#### Task to carry out
Print every entry, word for word, and skip the images.

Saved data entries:
________________
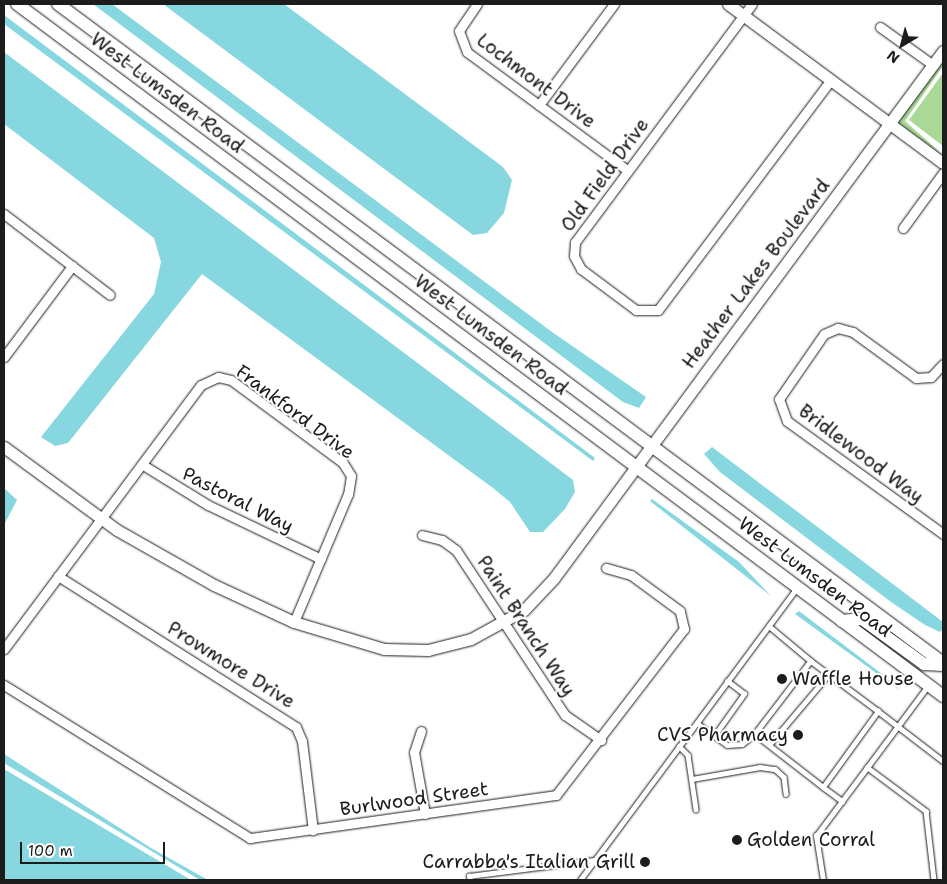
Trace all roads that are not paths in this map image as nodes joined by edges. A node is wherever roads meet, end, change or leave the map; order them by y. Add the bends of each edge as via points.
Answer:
1 (17, 4) edge
2 (58, 4) edge
3 (477, 4) edge
4 (614, 4) edge
5 (728, 4) edge
6 (752, 4) edge
7 (743, 15) junction
8 (880, 27) dead end
9 (943, 51) edge
10 (933, 65) junction
11 (831, 80) junction
12 (539, 105) junction
13 (890, 124) junction
14 (943, 163) edge
15 (627, 170) junction
16 (943, 173) edge
17 (4, 214) edge
18 (903, 228) dead end
19 (72, 266) junction
20 (110, 295) dead end
21 (4, 357) edge
22 (943, 364) edge
23 (651, 446) junction
24 (4, 448) edge
25 (143, 465) junction
26 (635, 467) junction
27 (100, 519) junction
28 (943, 534) edge
29 (422, 535) dead end
30 (321, 559) junction
31 (606, 568) dead end
32 (58, 576) junction
33 (798, 587) junction
34 (842, 621) junction
35 (294, 622) junction
36 (504, 623) junction
37 (769, 626) junction
38 (4, 649) edge
39 (812, 661) junction
40 (943, 664) edge
41 (829, 674) junction
42 (727, 681) junction
43 (4, 685) edge
44 (928, 685) junction
45 (943, 696) edge
46 (878, 710) junction
47 (696, 722) junction
48 (897, 728) junction
49 (421, 731) dead end
50 (755, 734) junction
51 (714, 736) junction
52 (601, 740) junction
53 (769, 744) junction
54 (679, 746) junction
55 (943, 761) edge
56 (867, 767) junction
57 (692, 779) junction
58 (823, 787) junction
59 (786, 794) dead end
60 (842, 801) junction
61 (696, 809) dead end
62 (425, 814) junction
63 (313, 830) junction
64 (594, 860) junction
65 (470, 880) edge
66 (580, 880) edge
67 (823, 880) edge
68 (934, 880) edge

1 - 26 main road, West Lumsden Road
2 - 23 main road, West Lumsden Road
3 - 12 street, Lochmont Drive via 462,25 462,46
4 - 12 street
5 - 7 street
6 - 7 street, Old Field Drive
7 - 11 street
7 - 15 street, Old Field Drive
8 - 10 street
9 - 10 street, Heather Lakes Boulevard
10 - 13 street, Heather Lakes Boulevard
11 - 13 street
11 - 15 street, Old Field Drive via 663,305 652,313 636,310 581,269 574,256 575,242
12 - 15 street, Lochmont Drive
13 - 14 street
13 - 23 street, Heather Lakes Boulevard
16 - 18 street
17 - 19 street
19 - 20 street
19 - 21 street
22 - 28 street, Bridlewood Way via 931,376 916,378 852,332 838,328 824,334 779,400 787,420
23 - 26 street, Heather Lakes Boulevard
23 - 40 main road, West Lumsden Road
24 - 27 street, Heather Lakes Boulevard
25 - 27 street, Frankford Drive
25 - 30 street, Pastoral Way via 208,505
25 - 30 street, Frankford Drive via 205,382 218,377 231,380 348,468 349,490
26 - 33 main road, West Lumsden Road
26 - 36 street, Heather Lakes Boulevard via 554,578 530,604
27 - 32 street
27 - 35 street, Heather Lakes Boulevard via 214,585
29 - 36 street, Paint Branch Way via 442,540 456,550
30 - 35 street, Frankford Drive
31 - 52 street, Burlwood Street via 631,575 680,611 684,629
32 - 38 street
32 - 63 street, Prowmore Drive via 296,726 302,741
33 - 34 main road, West Lumsden Road
33 - 37 lane
34 - 40 main road via 862,619 924,664
34 - 44 main road, West Lumsden Road
35 - 36 street, Heather Lakes Boulevard via 356,644 412,650 461,643
36 - 52 street, Paint Branch Way via 565,715
37 - 39 lane
37 - 42 lane
39 - 41 lane
39 - 50 lane
41 - 46 lane
41 - 53 lane via 798,716 786,720
42 - 47 lane
42 - 51 lane via 744,694
43 - 63 street, Burlwood Street via 250,838
44 - 45 main road, West Lumsden Road
44 - 48 lane
46 - 48 lane
46 - 58 lane
47 - 51 lane
47 - 54 lane
48 - 55 lane
48 - 56 lane
49 - 62 street via 414,752
50 - 51 lane via 734,746
50 - 53 lane
52 - 62 street, Burlwood Street via 556,795
53 - 58 lane
54 - 57 lane via 688,755
54 - 64 lane
56 - 60 lane
56 - 68 lane via 926,811
57 - 59 lane via 760,767 775,769 784,777
57 - 61 lane
58 - 60 lane
60 - 67 lane via 816,836
62 - 63 street, Burlwood Street
64 - 65 lane via 469,876
64 - 66 lane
________________
#### Answer section
Trace all roads that are not paths in this map image as nodes joined by edges. A node is wherever roads meet, end, change or leave the map; order them by y. Add the bends of each edge as via points.
Answer:
1 (17, 4) edge
2 (58, 4) edge
3 (477, 4) edge
4 (614, 4) edge
5 (728, 4) edge
6 (752, 4) edge
7 (743, 15) junction
8 (880, 27) dead end
9 (943, 51) edge
10 (933, 65) junction
11 (831, 80) junction
12 (539, 105) junction
13 (890, 124) junction
14 (943, 163) edge
15 (627, 170) junction
16 (943, 173) edge
17 (4, 214) edge
18 (903, 228) dead end
19 (72, 266) junction
20 (110, 295) dead end
21 (4, 357) edge
22 (943, 364) edge
23 (651, 446) junction
24 (4, 448) edge
25 (143, 465) junction
26 (635, 467) junction
27 (100, 519) junction
28 (943, 534) edge
29 (422, 535) dead end
30 (321, 559) junction
31 (606, 568) dead end
32 (58, 576) junction
33 (798, 587) junction
34 (842, 621) junction
35 (294, 622) junction
36 (504, 623) junction
37 (769, 626) junction
38 (4, 649) edge
39 (812, 661) junction
40 (943, 664) edge
41 (829, 674) junction
42 (727, 681) junction
43 (4, 685) edge
44 (928, 685) junction
45 (943, 696) edge
46 (878, 710) junction
47 (696, 722) junction
48 (897, 728) junction
49 (421, 731) dead end
50 (755, 734) junction
51 (714, 736) junction
52 (601, 740) junction
53 (769, 744) junction
54 (679, 746) junction
55 (943, 761) edge
56 (867, 767) junction
57 (692, 779) junction
58 (823, 787) junction
59 (786, 794) dead end
60 (842, 801) junction
61 (696, 809) dead end
62 (425, 814) junction
63 (313, 830) junction
64 (594, 860) junction
65 (470, 880) edge
66 (580, 880) edge
67 (823, 880) edge
68 (934, 880) edge

1 - 26 main road, West Lumsden Road
2 - 23 main road, West Lumsden Road
3 - 12 street, Lochmont Drive via 462,25 462,46
4 - 12 street
5 - 7 street
6 - 7 street, Old Field Drive
7 - 11 street
7 - 15 street, Old Field Drive
8 - 10 street
9 - 10 street, Heather Lakes Boulevard
10 - 13 street, Heather Lakes Boulevard
11 - 13 street
11 - 15 street, Old Field Drive via 663,305 652,313 636,310 581,269 574,256 575,242
12 - 15 street, Lochmont Drive
13 - 14 street
13 - 23 street, Heather Lakes Boulevard
16 - 18 street
17 - 19 street
19 - 20 street
19 - 21 street
22 - 28 street, Bridlewood Way via 931,376 916,378 852,332 838,328 824,334 779,400 787,420
23 - 26 street, Heather Lakes Boulevard
23 - 40 main road, West Lumsden Road
24 - 27 street, Heather Lakes Boulevard
25 - 27 street, Frankford Drive
25 - 30 street, Pastoral Way via 208,505
25 - 30 street, Frankford Drive via 205,382 218,377 231,380 348,468 349,490
26 - 33 main road, West Lumsden Road
26 - 36 street, Heather Lakes Boulevard via 554,578 530,604
27 - 32 street
27 - 35 street, Heather Lakes Boulevard via 214,585
29 - 36 street, Paint Branch Way via 442,540 456,550
30 - 35 street, Frankford Drive
31 - 52 street, Burlwood Street via 631,575 680,611 684,629
32 - 38 street
32 - 63 street, Prowmore Drive via 296,726 302,741
33 - 34 main road, West Lumsden Road
33 - 37 lane
34 - 40 main road via 862,619 924,664
34 - 44 main road, West Lumsden Road
35 - 36 street, Heather Lakes Boulevard via 356,644 412,650 461,643
36 - 52 street, Paint Branch Way via 565,715
37 - 39 lane
37 - 42 lane
39 - 41 lane
39 - 50 lane
41 - 46 lane
41 - 53 lane via 798,716 786,720
42 - 47 lane
42 - 51 lane via 744,694
43 - 63 street, Burlwood Street via 250,838
44 - 45 main road, West Lumsden Road
44 - 48 lane
46 - 48 lane
46 - 58 lane
47 - 51 lane
47 - 54 lane
48 - 55 lane
48 - 56 lane
49 - 62 street via 414,752
50 - 51 lane via 734,746
50 - 53 lane
52 - 62 street, Burlwood Street via 556,795
53 - 58 lane
54 - 57 lane via 688,755
54 - 64 lane
56 - 60 lane
56 - 68 lane via 926,811
57 - 59 lane via 760,767 775,769 784,777
57 - 61 lane
58 - 60 lane
60 - 67 lane via 816,836
62 - 63 street, Burlwood Street
64 - 65 lane via 469,876
64 - 66 lane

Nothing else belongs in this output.